Dans les coulisses, v.1900, pastel et gouache, Petit Palais, Paris |
La peinture de Forain rejoint à plus d’un titre l’art de Degas même si le style de Forain reste plus satirique. En effet, Forain reprend non seulement les thèmes de son aîné : les ballerines et les tutus des danseuses de l’Opéra, se préparant en coulisses ou dansant sur scène, les maisons closes, les réceptions bourgeoises, mais aussi ses couleurs, ses effets de matière et de lumière blanchâtre dus à la lampe au gaz. Il est tributaire également des cadrages abruptes, en contre-plongée, décentrés, coupant quelques figures en bordure. Ainsi en témoigne la Danseuse dans sa loge, vers 1890, conservée au Sterling et Francine Clark Institute à Williamstown ou Le Buffet de 1884 conservé en mains privées.
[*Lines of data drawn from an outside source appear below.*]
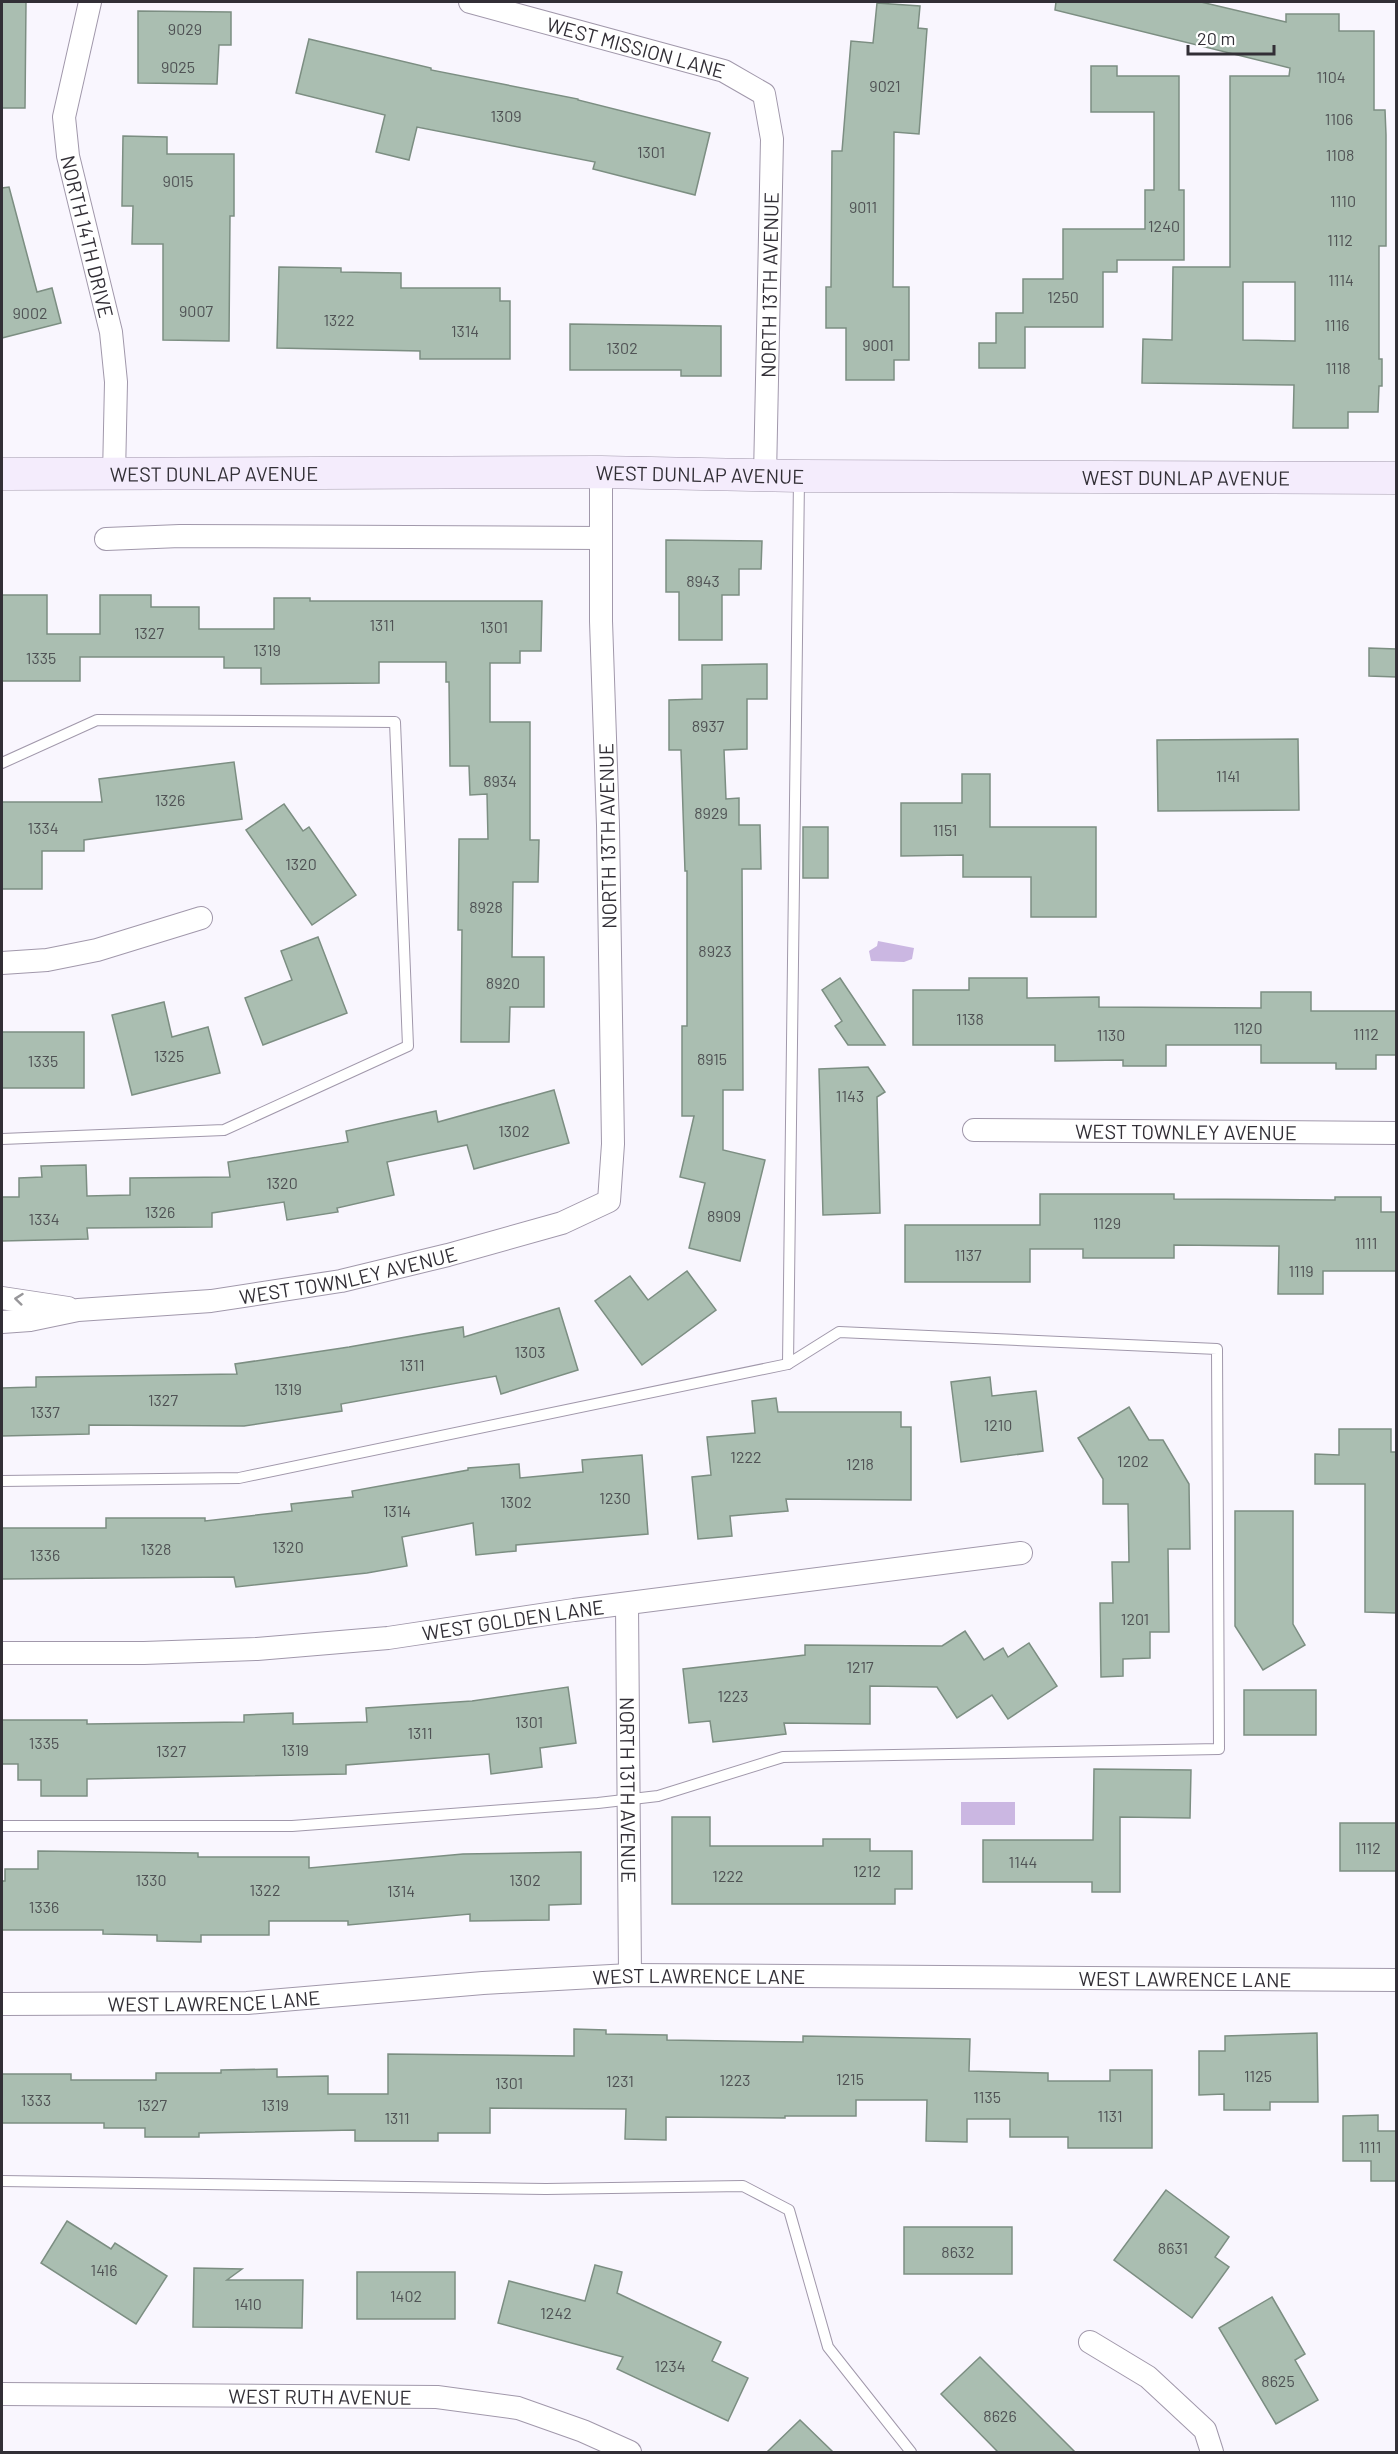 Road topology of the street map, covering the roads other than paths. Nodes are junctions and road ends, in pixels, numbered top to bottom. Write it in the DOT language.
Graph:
graph roads {
  1 [pos="90,2"];
  2 [pos="470,2"];
  3 [pos="764,94"];
  4 [pos="601,472"];
  5 [pos="2,474"];
  6 [pos="114,475"];
  7 [pos="765,476"];
  8 [pos="799,476"];
  9 [pos="1396,478"];
  10 [pos="601,538"];
  11 [pos="106,539"];
  12 [pos="2,763"];
  13 [pos="201,918"];
  14 [pos="2,963"];
  15 [pos="974,1131"];
  16 [pos="1396,1133"];
  17 [pos="2,1139"];
  18 [pos="609,1201"];
  19 [pos="2,1298"];
  20 [pos="78,1310"];
  21 [pos="2,1322"];
  22 [pos="788,1364"];
  23 [pos="2,1481"];
  24 [pos="1021,1552"];
  25 [pos="627,1604"];
  26 [pos="2,1653"];
  27 [pos="630,1799"];
  28 [pos="2,1826"];
  29 [pos="630,1975"];
  30 [pos="1396,1980"];
  31 [pos="2,2004"];
  32 [pos="2,2181"];
  33 [pos="1090,2342"];
  34 [pos="2,2394"];
  35 [pos="630,2452"];
  36 [pos="911,2452"];
  37 [pos="1212,2452"];
  1 -- 6 [label="street, NORTH 14TH DRIVE"];
  2 -- 3 [label="street, WEST MISSION LANE"];
  3 -- 7 [label="street, NORTH 13TH AVENUE"];
  4 -- 6 [label="main road, WEST DUNLAP AVENUE"];
  4 -- 7 [label="main road, WEST DUNLAP AVENUE"];
  4 -- 10 [label="street, NORTH 13TH AVENUE"];
  5 -- 6 [label="main road, WEST DUNLAP AVENUE"];
  7 -- 8 [label="main road, WEST DUNLAP AVENUE"];
  8 -- 9 [label="main road, WEST DUNLAP AVENUE"];
  8 -- 22 [label="lane"];
  10 -- 11 [label="street"];
  10 -- 18 [label="street, NORTH 13TH AVENUE"];
  12 -- 17 [label="lane"];
  13 -- 14 [label="street"];
  15 -- 16 [label="street, WEST TOWNLEY AVENUE"];
  18 -- 20 [label="street, WEST TOWNLEY AVENUE"];
  20 -- 19 [label="street, WEST TOWNLEY AVENUE, one-way"];
  20 -- 21 [label="street, WEST TOWNLEY AVENUE"];
  22 -- 23 [label="lane"];
  22 -- 27 [label="lane"];
  24 -- 25 [label="street, WEST GOLDEN LANE"];
  25 -- 26 [label="street, WEST GOLDEN LANE"];
  25 -- 27 [label="street, NORTH 13TH AVENUE"];
  27 -- 28 [label="lane"];
  27 -- 29 [label="street, NORTH 13TH AVENUE"];
  29 -- 30 [label="street, WEST LAWRENCE LANE"];
  29 -- 31 [label="street, WEST LAWRENCE LANE"];
  32 -- 36 [label="lane"];
  33 -- 37 [label="street"];
  34 -- 35 [label="street, WEST RUTH AVENUE"];
}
Le buffet, 1884, coll. part. |
Forain se distingue néanmoins par sa verve satirique, son goût pour l’anecdote social et politique sous forme de critique. Le peintre est aussi dessinateur. Son style elliptique, ses traits aiguisés en angles perpendiculaires sont très reconnaissables. Une part importante de son œuvre s’accomplit dans l’illustration de livres ou de journaux. A quelqu’un qui lui demande : « Où sera votre prochaine exposition ? », il rétorque « dans les kiosques »*. Il collabore avec Le Courrier Français dès 1887, Le Figaro de 1891 à 1925. Les nombreux scandales (Panama, loi de séparation Eglise et Etat, Affaire Dreyfus) et la guerre de 14-18 apportent de l’encre à la plume du dessinateur ! Inspiré par Daumier, il dénonce aussi les mœurs, notamment la magistrature corrompue (Scène de Tribunal, 1907, Musée d’Orsay), la bourgeoisie vénale (« Les Affaires », publié en 1896 dans le Journal amusant) et les hommes libidineux allant chercher une proie en maison close (voir le fantastique dessin à l’aquarelle et gouache Le Client, 1878, conservé à la Dixon Gallery de Memphis.
Il illustre entre autres les poèmes de Baudelaire et le roman de Huysmans, Marthe, Histoire d’une Fille, dont le frontispice représentant l’héroïne s’affichant nue avec des bas rayés, apanage des filles de joie, est refusé par l’éditeur.
Le Client, 1878, Dixon Gallery, Memphis |
Une salle de l’exposition est consacrée à la quête religieuse vers laquelle Forain se tourne en 1900. J’y ai beaucoup apprécié les trois gravures sur L’Enfant prodigue où son trait incisif et spontané et les zones d’ombres font penser à Rembrandt.
▼ Pour ma part, bémol de l’artiste lorsqu’il s’engage de manière antisémite lors de l’affaire Dreyfus.
Une exposition intéressante, longue, bien documentée, à voir donc ! … même si Jean-Louis Forain ne reste qu’un compagnon de route des grands maîtres impressionnistes.
Clara Dudézert
*Jérôme Coignard, J-L. Forain « La Comédie parisienne », Connaissance des arts, HS, n°483, p.8.
Exposition Jean-Louis Forain « La Comédie Humaine », au Petit Palais, jusqu’au 5 juin.